_How to complete this task_
Each line below that contains the word "highway" is to be counted; give only the final number.

_Extracted material_

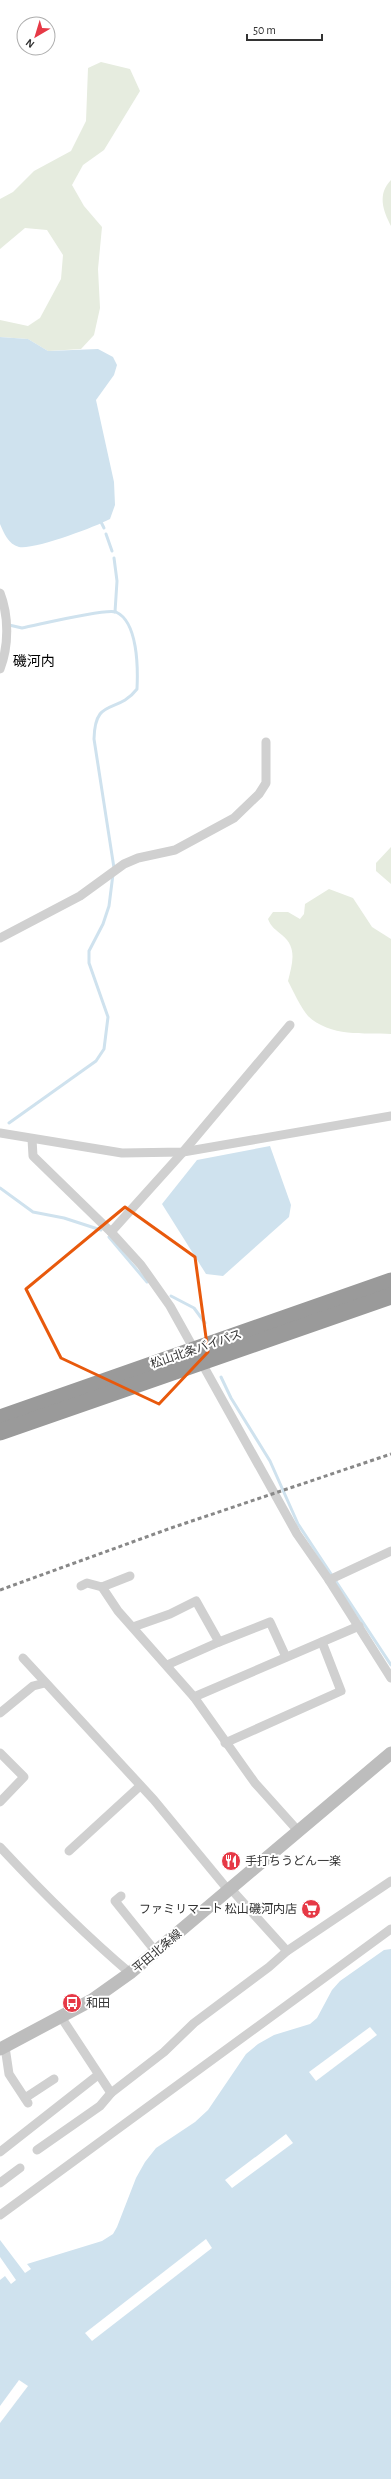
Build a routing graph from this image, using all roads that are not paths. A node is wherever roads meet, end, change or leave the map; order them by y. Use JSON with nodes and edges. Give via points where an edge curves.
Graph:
{"nodes":[{"id":1,"x":0,"y":594,"type":"edge"},
{"id":2,"x":2,"y":648,"type":"edge"},
{"id":3,"x":0,"y":669,"type":"edge"},
{"id":4,"x":266,"y":742,"type":"dead end"},
{"id":5,"x":0,"y":938,"type":"edge"},
{"id":6,"x":290,"y":1024,"type":"dead end"},
{"id":7,"x":391,"y":1116,"type":"edge"},
{"id":8,"x":0,"y":1133,"type":"edge"},
{"id":9,"x":32,"y":1139,"type":"junction"},
{"id":10,"x":183,"y":1152,"type":"junction"},
{"id":11,"x":111,"y":1232,"type":"junction"},
{"id":12,"x":391,"y":1281,"type":"edge"},
{"id":13,"x":391,"y":1296,"type":"edge"},
{"id":14,"x":196,"y":1357,"type":"junction"},
{"id":15,"x":0,"y":1418,"type":"edge"},
{"id":16,"x":0,"y":1432,"type":"edge"},
{"id":17,"x":391,"y":1551,"type":"edge"},
{"id":18,"x":130,"y":1576,"type":"dead end"},
{"id":19,"x":332,"y":1578,"type":"junction"},
{"id":20,"x":81,"y":1586,"type":"dead end"},
{"id":21,"x":102,"y":1587,"type":"junction"},
{"id":22,"x":359,"y":1626,"type":"junction"},
{"id":23,"x":133,"y":1627,"type":"junction"},
{"id":24,"x":219,"y":1642,"type":"junction"},
{"id":25,"x":322,"y":1642,"type":"junction"},
{"id":26,"x":286,"y":1657,"type":"junction"},
{"id":27,"x":23,"y":1658,"type":"dead end"},
{"id":28,"x":166,"y":1665,"type":"junction"},
{"id":29,"x":391,"y":1678,"type":"edge"},
{"id":30,"x":45,"y":1683,"type":"junction"},
{"id":31,"x":194,"y":1697,"type":"junction"},
{"id":32,"x":0,"y":1713,"type":"edge"},
{"id":33,"x":225,"y":1743,"type":"junction"},
{"id":34,"x":0,"y":1753,"type":"edge"},
{"id":35,"x":391,"y":1753,"type":"edge"},
{"id":36,"x":140,"y":1786,"type":"junction"},
{"id":37,"x":0,"y":1802,"type":"edge"},
{"id":38,"x":298,"y":1832,"type":"junction"},
{"id":39,"x":0,"y":1848,"type":"edge"},
{"id":40,"x":69,"y":1851,"type":"dead end"},
{"id":41,"x":391,"y":1881,"type":"edge"},
{"id":42,"x":230,"y":1890,"type":"junction"},
{"id":43,"x":121,"y":1896,"type":"dead end"},
{"id":44,"x":391,"y":1929,"type":"edge"},
{"id":45,"x":287,"y":1951,"type":"junction"},
{"id":46,"x":156,"y":1952,"type":"junction"},
{"id":47,"x":130,"y":1973,"type":"junction"},
{"id":48,"x":61,"y":2017,"type":"junction"},
{"id":49,"x":2,"y":2048,"type":"edge"},
{"id":50,"x":98,"y":2075,"type":"junction"},
{"id":51,"x":54,"y":2079,"type":"dead end"},
{"id":52,"x":110,"y":2093,"type":"junction"},
{"id":53,"x":37,"y":2150,"type":"dead end"},
{"id":54,"x":0,"y":2152,"type":"edge"},
{"id":55,"x":20,"y":2168,"type":"dead end"},
{"id":56,"x":0,"y":2183,"type":"edge"},
{"id":57,"x":0,"y":2215,"type":"edge"}],
"edges":[{"from":1,"to":2,"type":"street","via":[[7,624]]},
{"from":2,"to":3,"type":"street"},
{"from":4,"to":5,"type":"street","via":[[266,783],[259,794],[234,818],[175,850],[138,858],[80,896]]},
{"from":6,"to":10,"type":"street"},
{"from":7,"to":10,"type":"street"},
{"from":8,"to":9,"type":"street"},
{"from":9,"to":10,"type":"street","via":[[122,1153]]},
{"from":9,"to":11,"type":"street","via":[[33,1156]]},
{"from":10,"to":11,"type":"street"},
{"from":11,"to":14,"type":"street","via":[[141,1265],[162,1295],[188,1338]]},
{"from":12,"to":14,"type":"highway","name":"松山北条バイパス"},
{"from":13,"to":14,"type":"highway","name":"松山北条バイパス"},
{"from":14,"to":15,"type":"highway","name":"松山北条バイパス"},
{"from":14,"to":16,"type":"highway","name":"松山北条バイパス"},
{"from":14,"to":19,"type":"street","via":[[296,1534]]},
{"from":17,"to":19,"type":"street"},
{"from":18,"to":21,"type":"street"},
{"from":19,"to":22,"type":"street"},
{"from":20,"to":21,"type":"street","via":[[87,1583]]},
{"from":21,"to":23,"type":"street"},
{"from":22,"to":25,"type":"street"},
{"from":22,"to":29,"type":"street"},
{"from":23,"to":24,"type":"street","via":[[170,1614],[196,1601]]},
{"from":23,"to":28,"type":"street"},
{"from":24,"to":26,"type":"street","via":[[270,1622]]},
{"from":24,"to":28,"type":"street"},
{"from":25,"to":26,"type":"street"},
{"from":25,"to":33,"type":"street","via":[[341,1691]]},
{"from":26,"to":31,"type":"street"},
{"from":27,"to":30,"type":"street"},
{"from":28,"to":31,"type":"street"},
{"from":30,"to":32,"type":"street","via":[[33,1686]]},
{"from":30,"to":36,"type":"street"},
{"from":31,"to":33,"type":"street"},
{"from":33,"to":38,"type":"street"},
{"from":34,"to":37,"type":"street","via":[[24,1777]]},
{"from":35,"to":38,"type":"main road","name":"平田北条線"},
{"from":36,"to":40,"type":"street"},
{"from":36,"to":42,"type":"street"},
{"from":38,"to":42,"type":"main road","name":"平田北条線"},
{"from":39,"to":47,"type":"street","via":[[76,1926]]},
{"from":41,"to":45,"type":"street"},
{"from":42,"to":45,"type":"street"},
{"from":42,"to":46,"type":"main road","name":"平田北条線"},
{"from":43,"to":46,"type":"street","via":[[115,1901]]},
{"from":44,"to":57,"type":"street"},
{"from":45,"to":52,"type":"street","via":[[269,1968],[194,2023],[164,2052]]},
{"from":46,"to":47,"type":"main road","name":"平田北条線"},
{"from":47,"to":48,"type":"main road","name":"平田北条線","via":[[92,2000]]},
{"from":48,"to":49,"type":"main road","name":"平田北条線"},
{"from":48,"to":50,"type":"street"},
{"from":49,"to":51,"type":"street","via":[[9,2074],[27,2100],[44,2081]]},
{"from":50,"to":52,"type":"street"},
{"from":50,"to":54,"type":"street"},
{"from":52,"to":53,"type":"street","via":[[100,2106]]},
{"from":55,"to":56,"type":"street"}]}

_Written answer_
4